**PROBLEM STATEMENT**
Return every record exactly. Omit nothing.

:: RECORDS PROVIDED

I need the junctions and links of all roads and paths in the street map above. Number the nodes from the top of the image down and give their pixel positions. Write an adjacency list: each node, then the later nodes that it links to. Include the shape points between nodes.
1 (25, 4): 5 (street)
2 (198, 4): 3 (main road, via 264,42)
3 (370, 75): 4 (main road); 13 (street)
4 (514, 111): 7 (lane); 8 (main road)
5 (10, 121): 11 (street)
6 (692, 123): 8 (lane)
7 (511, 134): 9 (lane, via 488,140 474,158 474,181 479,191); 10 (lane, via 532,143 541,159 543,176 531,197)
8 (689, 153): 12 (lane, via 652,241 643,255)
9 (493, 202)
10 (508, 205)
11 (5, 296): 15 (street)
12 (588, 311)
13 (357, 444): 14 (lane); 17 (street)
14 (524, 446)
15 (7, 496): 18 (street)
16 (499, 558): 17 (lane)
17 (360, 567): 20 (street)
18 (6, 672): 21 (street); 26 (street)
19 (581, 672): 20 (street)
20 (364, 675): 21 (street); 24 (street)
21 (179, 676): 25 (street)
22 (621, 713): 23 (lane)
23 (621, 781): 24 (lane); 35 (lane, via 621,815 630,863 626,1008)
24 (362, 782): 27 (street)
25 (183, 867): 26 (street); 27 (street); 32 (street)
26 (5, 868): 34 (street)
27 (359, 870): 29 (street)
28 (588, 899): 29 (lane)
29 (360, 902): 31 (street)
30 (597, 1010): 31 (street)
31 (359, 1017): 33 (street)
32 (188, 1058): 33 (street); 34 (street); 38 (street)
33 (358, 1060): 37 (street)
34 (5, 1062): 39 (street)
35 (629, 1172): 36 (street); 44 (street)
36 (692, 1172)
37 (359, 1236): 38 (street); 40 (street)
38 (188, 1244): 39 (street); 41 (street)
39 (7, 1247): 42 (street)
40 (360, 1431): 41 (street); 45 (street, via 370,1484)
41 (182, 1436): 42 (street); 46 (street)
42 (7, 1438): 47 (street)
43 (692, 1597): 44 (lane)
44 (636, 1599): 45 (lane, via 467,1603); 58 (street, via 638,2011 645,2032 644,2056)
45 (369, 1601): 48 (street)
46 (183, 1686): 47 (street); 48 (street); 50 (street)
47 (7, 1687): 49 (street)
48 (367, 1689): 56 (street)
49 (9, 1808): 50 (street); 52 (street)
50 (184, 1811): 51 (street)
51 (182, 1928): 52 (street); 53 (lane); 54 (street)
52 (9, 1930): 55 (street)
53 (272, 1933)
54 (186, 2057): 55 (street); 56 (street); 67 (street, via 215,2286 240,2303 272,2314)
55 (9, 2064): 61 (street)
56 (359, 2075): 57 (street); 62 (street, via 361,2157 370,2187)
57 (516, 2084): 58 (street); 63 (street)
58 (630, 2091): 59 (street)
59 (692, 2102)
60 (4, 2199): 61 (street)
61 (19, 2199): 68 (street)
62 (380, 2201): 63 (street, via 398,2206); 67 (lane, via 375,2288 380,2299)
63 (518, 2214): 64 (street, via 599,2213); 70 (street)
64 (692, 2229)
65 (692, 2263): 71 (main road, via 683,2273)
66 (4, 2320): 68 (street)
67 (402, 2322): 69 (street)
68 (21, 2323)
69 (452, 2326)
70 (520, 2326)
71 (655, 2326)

::::

**YOUR SOLUTION**
I need the junctions and links of all roads and paths in the street map above. Number the nodes from the top of the image down and give their pixel positions. Write an adjacency list: each node, then the later nodes that it links to. Include the shape points between nodes.
1 (25, 4): 5 (street)
2 (198, 4): 3 (main road, via 264,42)
3 (370, 75): 4 (main road); 13 (street)
4 (514, 111): 7 (lane); 8 (main road)
5 (10, 121): 11 (street)
6 (692, 123): 8 (lane)
7 (511, 134): 9 (lane, via 488,140 474,158 474,181 479,191); 10 (lane, via 532,143 541,159 543,176 531,197)
8 (689, 153): 12 (lane, via 652,241 643,255)
9 (493, 202)
10 (508, 205)
11 (5, 296): 15 (street)
12 (588, 311)
13 (357, 444): 14 (lane); 17 (street)
14 (524, 446)
15 (7, 496): 18 (street)
16 (499, 558): 17 (lane)
17 (360, 567): 20 (street)
18 (6, 672): 21 (street); 26 (street)
19 (581, 672): 20 (street)
20 (364, 675): 21 (street); 24 (street)
21 (179, 676): 25 (street)
22 (621, 713): 23 (lane)
23 (621, 781): 24 (lane); 35 (lane, via 621,815 630,863 626,1008)
24 (362, 782): 27 (street)
25 (183, 867): 26 (street); 27 (street); 32 (street)
26 (5, 868): 34 (street)
27 (359, 870): 29 (street)
28 (588, 899): 29 (lane)
29 (360, 902): 31 (street)
30 (597, 1010): 31 (street)
31 (359, 1017): 33 (street)
32 (188, 1058): 33 (street); 34 (street); 38 (street)
33 (358, 1060): 37 (street)
34 (5, 1062): 39 (street)
35 (629, 1172): 36 (street); 44 (street)
36 (692, 1172)
37 (359, 1236): 38 (street); 40 (street)
38 (188, 1244): 39 (street); 41 (street)
39 (7, 1247): 42 (street)
40 (360, 1431): 41 (street); 45 (street, via 370,1484)
41 (182, 1436): 42 (street); 46 (street)
42 (7, 1438): 47 (street)
43 (692, 1597): 44 (lane)
44 (636, 1599): 45 (lane, via 467,1603); 58 (street, via 638,2011 645,2032 644,2056)
45 (369, 1601): 48 (street)
46 (183, 1686): 47 (street); 48 (street); 50 (street)
47 (7, 1687): 49 (street)
48 (367, 1689): 56 (street)
49 (9, 1808): 50 (street); 52 (street)
50 (184, 1811): 51 (street)
51 (182, 1928): 52 (street); 53 (lane); 54 (street)
52 (9, 1930): 55 (street)
53 (272, 1933)
54 (186, 2057): 55 (street); 56 (street); 67 (street, via 215,2286 240,2303 272,2314)
55 (9, 2064): 61 (street)
56 (359, 2075): 57 (street); 62 (street, via 361,2157 370,2187)
57 (516, 2084): 58 (street); 63 (street)
58 (630, 2091): 59 (street)
59 (692, 2102)
60 (4, 2199): 61 (street)
61 (19, 2199): 68 (street)
62 (380, 2201): 63 (street, via 398,2206); 67 (lane, via 375,2288 380,2299)
63 (518, 2214): 64 (street, via 599,2213); 70 (street)
64 (692, 2229)
65 (692, 2263): 71 (main road, via 683,2273)
66 (4, 2320): 68 (street)
67 (402, 2322): 69 (street)
68 (21, 2323)
69 (452, 2326)
70 (520, 2326)
71 (655, 2326)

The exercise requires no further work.